On 10/09/21 17:34, Sean Christopherson wrote:
Yang explained to me (offlist) that this is needed because Windows fails to
reboot without it.  We would need a way to ask Linux to reinitialize the
vEPC, that doesn't involve munmap/mmap; this could be for example
fallocate(FALLOC_FL_ZERO_RANGE).

What do you all think?

Mechanically, FALLOC_FL_ZERO_RANGE could work, but it's definitely a stretch of
the semantics as the underlying memory would not actually be zeroed.

The contents are not visible to anyone, so they might well be zero
(not entirely serious, but also not entirely unserious).

The only other option that comes to mind is a dedicated ioctl().

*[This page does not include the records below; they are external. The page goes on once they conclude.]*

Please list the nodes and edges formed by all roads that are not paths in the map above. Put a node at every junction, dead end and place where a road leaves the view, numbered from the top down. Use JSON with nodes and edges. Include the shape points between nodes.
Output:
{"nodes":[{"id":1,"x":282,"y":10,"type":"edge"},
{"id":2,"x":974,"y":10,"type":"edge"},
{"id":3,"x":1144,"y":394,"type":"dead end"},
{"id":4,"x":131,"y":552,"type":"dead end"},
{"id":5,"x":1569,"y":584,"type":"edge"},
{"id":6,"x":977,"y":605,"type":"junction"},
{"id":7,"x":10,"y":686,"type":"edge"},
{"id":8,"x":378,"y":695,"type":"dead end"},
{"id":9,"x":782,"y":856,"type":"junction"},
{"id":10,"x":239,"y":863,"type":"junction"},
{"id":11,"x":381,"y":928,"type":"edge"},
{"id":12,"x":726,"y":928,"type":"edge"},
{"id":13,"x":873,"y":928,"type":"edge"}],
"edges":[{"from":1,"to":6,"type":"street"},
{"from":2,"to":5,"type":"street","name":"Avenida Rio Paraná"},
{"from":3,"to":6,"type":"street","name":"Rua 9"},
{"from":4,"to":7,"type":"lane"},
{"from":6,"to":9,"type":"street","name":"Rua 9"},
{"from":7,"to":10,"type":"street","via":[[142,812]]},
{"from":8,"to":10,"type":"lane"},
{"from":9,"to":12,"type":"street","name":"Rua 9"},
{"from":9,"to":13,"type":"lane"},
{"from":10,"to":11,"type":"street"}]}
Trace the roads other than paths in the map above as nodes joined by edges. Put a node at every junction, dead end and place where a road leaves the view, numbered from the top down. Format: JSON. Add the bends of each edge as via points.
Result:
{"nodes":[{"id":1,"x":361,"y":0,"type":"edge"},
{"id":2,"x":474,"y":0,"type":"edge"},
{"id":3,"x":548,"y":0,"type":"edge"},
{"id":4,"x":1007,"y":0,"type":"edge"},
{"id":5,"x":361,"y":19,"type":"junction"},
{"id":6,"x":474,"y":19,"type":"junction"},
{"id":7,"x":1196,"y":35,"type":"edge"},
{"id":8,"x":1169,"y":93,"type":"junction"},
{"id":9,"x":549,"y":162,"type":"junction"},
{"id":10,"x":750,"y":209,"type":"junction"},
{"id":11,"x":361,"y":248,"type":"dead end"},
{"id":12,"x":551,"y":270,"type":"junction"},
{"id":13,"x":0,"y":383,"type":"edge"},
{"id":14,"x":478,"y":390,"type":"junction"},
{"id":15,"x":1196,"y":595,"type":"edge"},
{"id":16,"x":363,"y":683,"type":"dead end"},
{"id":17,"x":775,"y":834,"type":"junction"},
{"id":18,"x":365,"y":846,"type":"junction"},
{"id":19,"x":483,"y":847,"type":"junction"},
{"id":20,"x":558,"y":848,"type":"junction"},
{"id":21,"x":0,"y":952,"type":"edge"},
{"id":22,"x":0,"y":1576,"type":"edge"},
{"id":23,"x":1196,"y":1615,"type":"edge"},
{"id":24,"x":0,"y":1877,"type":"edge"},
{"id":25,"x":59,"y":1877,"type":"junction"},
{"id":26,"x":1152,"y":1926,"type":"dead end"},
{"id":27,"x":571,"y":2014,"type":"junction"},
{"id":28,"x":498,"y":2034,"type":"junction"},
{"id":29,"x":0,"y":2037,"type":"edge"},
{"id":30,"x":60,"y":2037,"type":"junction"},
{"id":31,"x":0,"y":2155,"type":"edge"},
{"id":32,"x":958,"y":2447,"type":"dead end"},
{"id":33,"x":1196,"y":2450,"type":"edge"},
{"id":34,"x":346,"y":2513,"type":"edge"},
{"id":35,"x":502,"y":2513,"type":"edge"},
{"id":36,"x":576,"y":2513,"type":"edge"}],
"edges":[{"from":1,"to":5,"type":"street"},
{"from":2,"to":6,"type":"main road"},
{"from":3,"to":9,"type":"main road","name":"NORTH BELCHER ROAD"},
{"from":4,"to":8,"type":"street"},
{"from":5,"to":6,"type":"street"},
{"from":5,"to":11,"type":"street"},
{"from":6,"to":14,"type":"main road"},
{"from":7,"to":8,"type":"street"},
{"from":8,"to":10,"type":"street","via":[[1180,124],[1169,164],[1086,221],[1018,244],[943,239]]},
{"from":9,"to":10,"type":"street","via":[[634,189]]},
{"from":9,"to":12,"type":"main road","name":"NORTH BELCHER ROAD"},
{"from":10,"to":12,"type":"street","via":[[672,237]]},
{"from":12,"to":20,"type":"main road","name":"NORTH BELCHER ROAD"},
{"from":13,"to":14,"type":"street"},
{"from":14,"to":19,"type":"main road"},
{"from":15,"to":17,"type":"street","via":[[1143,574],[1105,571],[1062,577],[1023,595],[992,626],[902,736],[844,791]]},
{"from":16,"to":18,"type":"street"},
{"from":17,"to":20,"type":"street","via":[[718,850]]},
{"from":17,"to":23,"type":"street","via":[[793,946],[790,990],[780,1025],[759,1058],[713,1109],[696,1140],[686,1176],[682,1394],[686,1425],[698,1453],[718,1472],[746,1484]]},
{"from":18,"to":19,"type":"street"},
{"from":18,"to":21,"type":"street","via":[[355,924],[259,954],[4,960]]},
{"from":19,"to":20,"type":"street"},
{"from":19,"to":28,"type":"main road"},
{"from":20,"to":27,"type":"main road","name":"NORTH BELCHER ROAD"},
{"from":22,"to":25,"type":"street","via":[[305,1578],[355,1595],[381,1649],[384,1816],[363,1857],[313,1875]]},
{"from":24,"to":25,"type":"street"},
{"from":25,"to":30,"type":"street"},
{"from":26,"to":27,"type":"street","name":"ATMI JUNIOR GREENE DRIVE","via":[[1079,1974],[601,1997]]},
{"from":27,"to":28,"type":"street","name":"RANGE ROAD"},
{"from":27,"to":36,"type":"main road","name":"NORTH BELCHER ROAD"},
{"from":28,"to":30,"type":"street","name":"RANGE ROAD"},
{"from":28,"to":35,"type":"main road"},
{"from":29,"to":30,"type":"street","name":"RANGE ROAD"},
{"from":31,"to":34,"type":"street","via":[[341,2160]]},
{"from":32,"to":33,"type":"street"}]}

If it is not too restrictive to do it for the whole mapping at once,
that would be fine.  If it makes sense to do it for a range, however,
the effort of defining a ioctl() API is probably not worth it when
fallocate() is available.

Either way, I suppose it would be just something like

        /* for fallocate; otherwise just use xa_for_each */
        size = min_t(unsigned long, size, -start);
        end = (start + size - 1) >> PAGE_SHIFT;
        start >>= PAGE_SHIFT;

        /*
         * Removing in two passes lets us remove SECS pages as well,
         * since they can only be EREMOVE'd after all their child pages.
         * An EREMOVE failure on the second pass means that the SECS
         * page still has children on another instance.  Since it is
         * still in the xarray, bury our head in the sand and ignore
         * it; sgx_vepc_release() will deal with it.
         */
        LIST_HEAD(secs_pages);
        xa_for_each_range(&vepc->page_array, index, entry, start, end) {
                if (!sgx_vepc_free_page(entry))
                        list_add_tail(&epc_page->list, &secs_pages);
        }

        list_for_each_entry_safe(epc_page, tmp, &secs_pages, list) {
                list_del(&epc_page->list);
                sgx_vepc_free_page(epc_page);
        }
So another advantage of the ioctl would be e.g. being able to return the
number of successfully EREMOVEd pages.  But since QEMU would not do
anything with the return value and _also_ bury its head in the sand,
that would only be useful if you guys have other uses in mind.